[Stored data entries]
┏━━

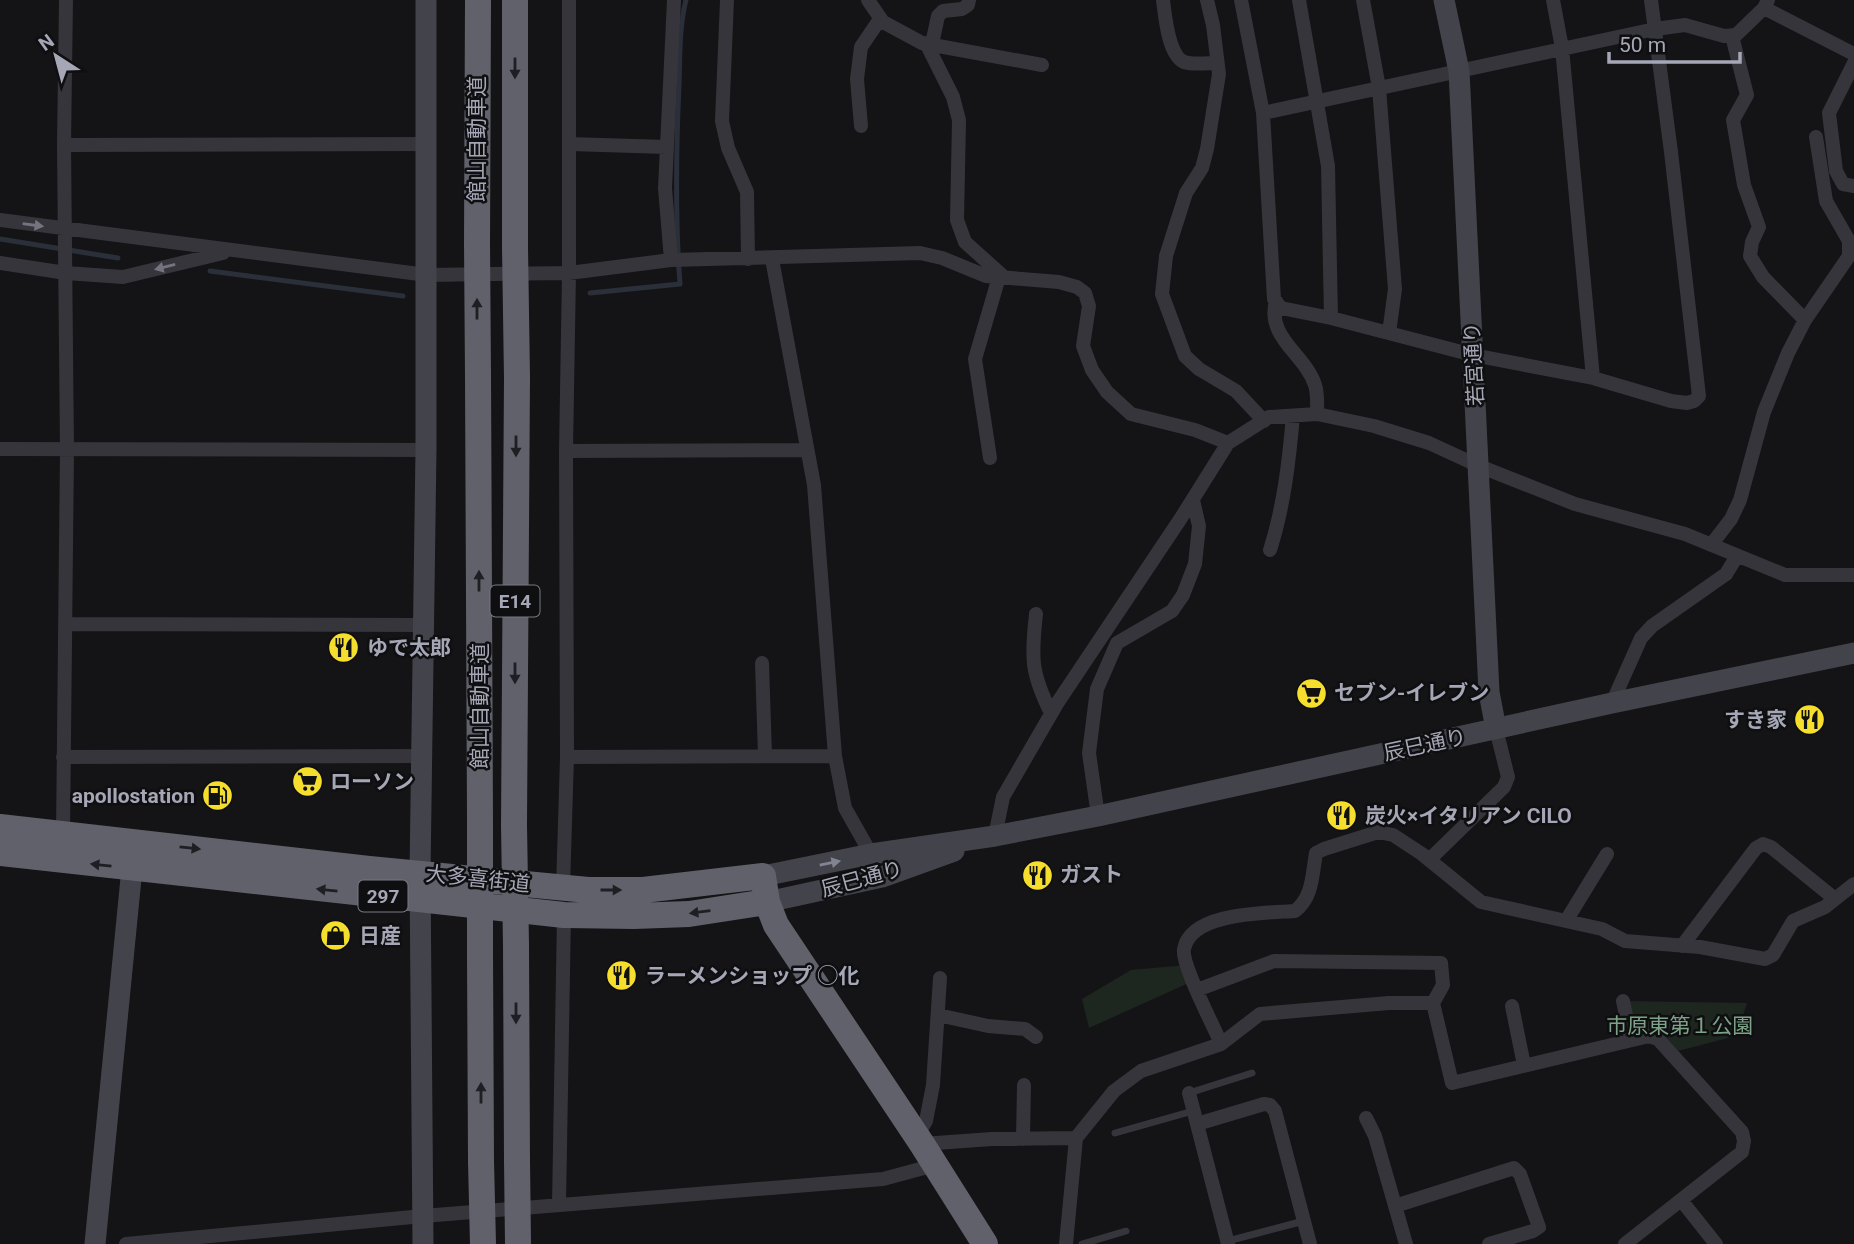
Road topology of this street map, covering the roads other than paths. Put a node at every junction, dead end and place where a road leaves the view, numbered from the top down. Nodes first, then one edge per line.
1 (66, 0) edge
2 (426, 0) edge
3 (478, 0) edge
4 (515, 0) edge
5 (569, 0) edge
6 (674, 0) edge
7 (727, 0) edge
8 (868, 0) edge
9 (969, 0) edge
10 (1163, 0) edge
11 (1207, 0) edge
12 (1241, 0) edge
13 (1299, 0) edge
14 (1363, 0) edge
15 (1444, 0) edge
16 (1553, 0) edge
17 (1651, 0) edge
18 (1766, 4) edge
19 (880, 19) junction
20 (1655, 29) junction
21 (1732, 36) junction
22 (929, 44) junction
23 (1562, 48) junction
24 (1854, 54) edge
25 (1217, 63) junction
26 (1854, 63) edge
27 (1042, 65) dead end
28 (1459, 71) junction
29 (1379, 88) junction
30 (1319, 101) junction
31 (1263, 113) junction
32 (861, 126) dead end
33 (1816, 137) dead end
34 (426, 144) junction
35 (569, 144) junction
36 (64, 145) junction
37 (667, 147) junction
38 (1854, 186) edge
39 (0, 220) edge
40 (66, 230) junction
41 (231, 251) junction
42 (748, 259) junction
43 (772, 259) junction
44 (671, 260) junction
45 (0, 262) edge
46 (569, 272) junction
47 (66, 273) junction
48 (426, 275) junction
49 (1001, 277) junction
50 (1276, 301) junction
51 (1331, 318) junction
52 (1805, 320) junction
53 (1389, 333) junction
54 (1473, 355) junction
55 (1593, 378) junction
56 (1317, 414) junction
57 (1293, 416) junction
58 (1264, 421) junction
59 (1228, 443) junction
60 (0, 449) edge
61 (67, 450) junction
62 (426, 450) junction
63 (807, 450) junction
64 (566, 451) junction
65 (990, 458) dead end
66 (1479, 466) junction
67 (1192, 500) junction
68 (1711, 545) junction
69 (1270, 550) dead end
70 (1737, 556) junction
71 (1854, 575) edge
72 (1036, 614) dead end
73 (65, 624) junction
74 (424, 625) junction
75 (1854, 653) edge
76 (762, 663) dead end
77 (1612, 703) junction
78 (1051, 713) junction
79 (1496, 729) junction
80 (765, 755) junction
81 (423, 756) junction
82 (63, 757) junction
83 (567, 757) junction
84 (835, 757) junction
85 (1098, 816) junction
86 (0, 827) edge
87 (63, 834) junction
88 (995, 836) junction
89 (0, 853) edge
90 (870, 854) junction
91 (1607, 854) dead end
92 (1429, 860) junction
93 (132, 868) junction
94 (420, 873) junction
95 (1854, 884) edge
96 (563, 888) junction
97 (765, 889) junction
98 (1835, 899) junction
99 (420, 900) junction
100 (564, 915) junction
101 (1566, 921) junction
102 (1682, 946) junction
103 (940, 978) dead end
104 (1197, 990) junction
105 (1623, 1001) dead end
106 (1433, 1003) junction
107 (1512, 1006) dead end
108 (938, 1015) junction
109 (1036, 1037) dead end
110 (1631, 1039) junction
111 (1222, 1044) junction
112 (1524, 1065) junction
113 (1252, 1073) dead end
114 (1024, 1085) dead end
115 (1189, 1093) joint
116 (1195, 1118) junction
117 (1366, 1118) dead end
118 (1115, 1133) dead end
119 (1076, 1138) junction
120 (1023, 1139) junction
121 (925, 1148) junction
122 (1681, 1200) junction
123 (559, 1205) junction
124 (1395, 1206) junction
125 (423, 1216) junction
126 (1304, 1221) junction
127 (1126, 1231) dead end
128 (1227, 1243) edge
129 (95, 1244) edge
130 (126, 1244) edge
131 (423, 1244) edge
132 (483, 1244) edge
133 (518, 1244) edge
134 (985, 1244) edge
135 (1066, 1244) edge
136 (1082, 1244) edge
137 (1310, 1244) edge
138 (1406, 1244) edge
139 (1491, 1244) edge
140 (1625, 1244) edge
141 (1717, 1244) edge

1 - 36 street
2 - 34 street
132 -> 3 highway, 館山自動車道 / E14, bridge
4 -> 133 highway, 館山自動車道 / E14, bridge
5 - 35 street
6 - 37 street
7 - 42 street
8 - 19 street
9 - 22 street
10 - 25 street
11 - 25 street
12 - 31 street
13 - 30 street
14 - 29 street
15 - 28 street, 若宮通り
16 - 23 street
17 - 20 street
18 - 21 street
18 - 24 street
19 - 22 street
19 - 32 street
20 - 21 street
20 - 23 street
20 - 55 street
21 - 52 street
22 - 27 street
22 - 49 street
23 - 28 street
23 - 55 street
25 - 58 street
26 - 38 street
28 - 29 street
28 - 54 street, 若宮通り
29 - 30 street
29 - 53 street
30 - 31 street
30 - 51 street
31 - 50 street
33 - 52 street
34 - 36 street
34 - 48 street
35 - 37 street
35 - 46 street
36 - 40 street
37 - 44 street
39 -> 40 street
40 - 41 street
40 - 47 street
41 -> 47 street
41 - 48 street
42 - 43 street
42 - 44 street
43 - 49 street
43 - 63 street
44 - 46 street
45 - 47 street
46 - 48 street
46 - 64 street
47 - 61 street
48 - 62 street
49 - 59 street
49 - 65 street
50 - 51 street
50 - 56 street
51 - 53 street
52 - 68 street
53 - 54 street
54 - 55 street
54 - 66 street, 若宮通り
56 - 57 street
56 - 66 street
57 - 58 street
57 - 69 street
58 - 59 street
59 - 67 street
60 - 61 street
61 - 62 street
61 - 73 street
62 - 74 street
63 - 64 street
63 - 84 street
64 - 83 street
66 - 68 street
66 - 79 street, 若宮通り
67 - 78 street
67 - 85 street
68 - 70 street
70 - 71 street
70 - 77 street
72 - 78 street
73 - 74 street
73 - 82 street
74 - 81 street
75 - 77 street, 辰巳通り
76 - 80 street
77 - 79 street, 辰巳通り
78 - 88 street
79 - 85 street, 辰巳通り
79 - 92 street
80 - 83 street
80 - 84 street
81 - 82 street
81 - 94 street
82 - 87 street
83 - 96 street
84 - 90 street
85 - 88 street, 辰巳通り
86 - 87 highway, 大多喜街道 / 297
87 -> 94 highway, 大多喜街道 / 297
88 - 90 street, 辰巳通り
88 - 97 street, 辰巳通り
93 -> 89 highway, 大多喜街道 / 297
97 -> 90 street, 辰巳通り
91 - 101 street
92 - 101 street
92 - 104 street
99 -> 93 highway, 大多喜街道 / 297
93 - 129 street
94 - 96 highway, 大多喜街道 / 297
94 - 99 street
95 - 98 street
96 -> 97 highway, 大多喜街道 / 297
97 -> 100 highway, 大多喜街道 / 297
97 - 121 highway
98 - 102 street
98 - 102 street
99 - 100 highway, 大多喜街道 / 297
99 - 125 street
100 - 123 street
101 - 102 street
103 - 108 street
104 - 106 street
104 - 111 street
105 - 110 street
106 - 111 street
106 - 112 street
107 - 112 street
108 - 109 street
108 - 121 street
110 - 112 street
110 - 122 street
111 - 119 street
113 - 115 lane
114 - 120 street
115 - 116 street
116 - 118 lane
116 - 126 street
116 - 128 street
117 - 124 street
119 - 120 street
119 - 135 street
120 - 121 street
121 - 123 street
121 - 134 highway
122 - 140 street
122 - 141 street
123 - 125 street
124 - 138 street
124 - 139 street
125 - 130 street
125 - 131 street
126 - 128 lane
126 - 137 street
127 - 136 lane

┗━━
┏━━

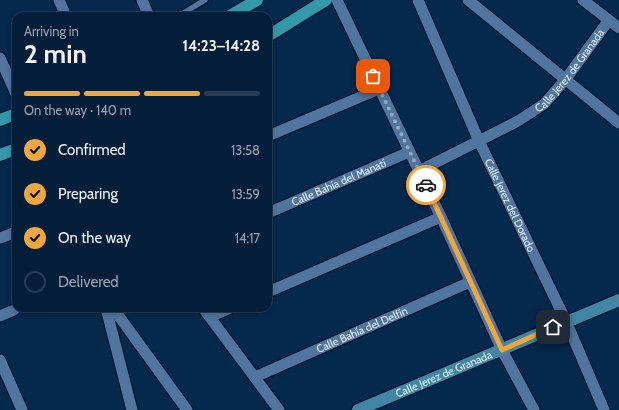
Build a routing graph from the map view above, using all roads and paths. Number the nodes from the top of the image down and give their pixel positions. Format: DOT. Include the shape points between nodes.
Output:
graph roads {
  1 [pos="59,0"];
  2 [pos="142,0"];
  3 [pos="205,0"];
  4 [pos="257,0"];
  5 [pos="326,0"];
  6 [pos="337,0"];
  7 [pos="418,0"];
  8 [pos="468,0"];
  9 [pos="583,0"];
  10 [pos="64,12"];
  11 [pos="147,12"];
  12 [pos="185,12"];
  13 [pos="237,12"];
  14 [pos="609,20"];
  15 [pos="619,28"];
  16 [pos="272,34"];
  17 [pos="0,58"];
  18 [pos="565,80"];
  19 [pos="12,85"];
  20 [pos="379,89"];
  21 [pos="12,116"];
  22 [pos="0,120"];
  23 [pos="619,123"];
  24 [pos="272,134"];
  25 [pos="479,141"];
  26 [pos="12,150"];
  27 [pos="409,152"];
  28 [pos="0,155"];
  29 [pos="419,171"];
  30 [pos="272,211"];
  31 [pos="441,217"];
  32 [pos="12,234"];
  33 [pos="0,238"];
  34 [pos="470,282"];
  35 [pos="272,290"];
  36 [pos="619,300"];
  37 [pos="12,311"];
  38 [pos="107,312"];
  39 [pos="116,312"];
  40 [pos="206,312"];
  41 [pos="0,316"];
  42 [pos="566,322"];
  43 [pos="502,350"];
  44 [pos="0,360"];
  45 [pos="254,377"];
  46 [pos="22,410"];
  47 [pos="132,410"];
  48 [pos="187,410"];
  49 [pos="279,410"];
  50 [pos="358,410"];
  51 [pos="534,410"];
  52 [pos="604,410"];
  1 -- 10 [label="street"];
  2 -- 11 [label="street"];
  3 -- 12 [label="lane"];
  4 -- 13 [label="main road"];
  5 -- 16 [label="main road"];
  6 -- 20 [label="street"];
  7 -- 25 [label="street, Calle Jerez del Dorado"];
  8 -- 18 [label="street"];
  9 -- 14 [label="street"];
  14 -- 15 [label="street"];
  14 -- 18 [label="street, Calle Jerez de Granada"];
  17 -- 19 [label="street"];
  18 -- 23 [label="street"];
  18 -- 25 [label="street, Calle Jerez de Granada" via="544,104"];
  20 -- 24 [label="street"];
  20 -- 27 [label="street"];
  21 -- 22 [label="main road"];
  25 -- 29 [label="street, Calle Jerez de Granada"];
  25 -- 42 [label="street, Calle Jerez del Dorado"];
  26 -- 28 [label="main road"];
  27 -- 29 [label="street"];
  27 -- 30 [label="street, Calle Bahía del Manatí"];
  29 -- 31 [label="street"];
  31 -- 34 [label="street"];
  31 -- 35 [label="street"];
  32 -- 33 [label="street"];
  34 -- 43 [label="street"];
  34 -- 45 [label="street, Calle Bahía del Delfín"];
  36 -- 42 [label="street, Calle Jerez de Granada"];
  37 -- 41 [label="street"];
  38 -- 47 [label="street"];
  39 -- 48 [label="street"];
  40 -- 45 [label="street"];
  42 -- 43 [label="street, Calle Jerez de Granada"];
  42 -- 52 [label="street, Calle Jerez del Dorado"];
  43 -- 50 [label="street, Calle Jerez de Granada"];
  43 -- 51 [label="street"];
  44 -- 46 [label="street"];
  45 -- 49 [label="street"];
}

┗━━

WHAT YOU NEED TO DO >> What is needed is the number of lines in the records that contain the string "from", stated with nothing else.

ANSWER FOR THIS EXERCISE >> 2